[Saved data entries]
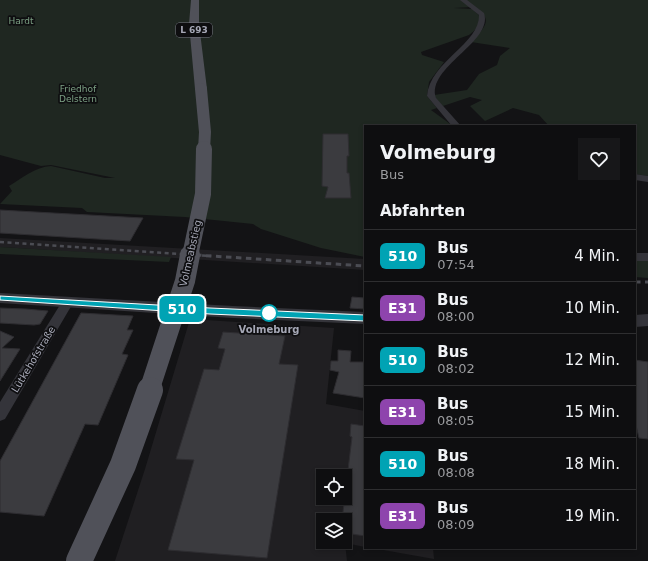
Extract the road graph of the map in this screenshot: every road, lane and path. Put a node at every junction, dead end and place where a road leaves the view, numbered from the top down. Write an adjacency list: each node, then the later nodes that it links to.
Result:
1 (195, 0): 14 (main road, Volmeabstieg / L 693, bridge)
2 (463, 0): 3 (street)
3 (456, 125)
4 (636, 177): 5 (street)
5 (648, 179)
6 (636, 257): 7 (street)
7 (648, 257)
8 (0, 298): 9 (street)
9 (67, 303): 10 (street); 13 (street, Lütkehofstraße)
10 (364, 318)
11 (648, 320): 12 (street)
12 (636, 321)
13 (0, 415)
14 (79, 561)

Work to be completed: Although the records contain pictures, your copy should hold only the text, reproduced exactly.

Solution:
Extract the road graph of the map in this screenshot: every road, lane and path. Put a node at every junction, dead end and place where a road leaves the view, numbered from the top down. Write an adjacency list: each node, then the later nodes that it links to.
Result:
1 (195, 0): 14 (main road, Volmeabstieg / L 693, bridge)
2 (463, 0): 3 (street)
3 (456, 125)
4 (636, 177): 5 (street)
5 (648, 179)
6 (636, 257): 7 (street)
7 (648, 257)
8 (0, 298): 9 (street)
9 (67, 303): 10 (street); 13 (street, Lütkehofstraße)
10 (364, 318)
11 (648, 320): 12 (street)
12 (636, 321)
13 (0, 415)
14 (79, 561)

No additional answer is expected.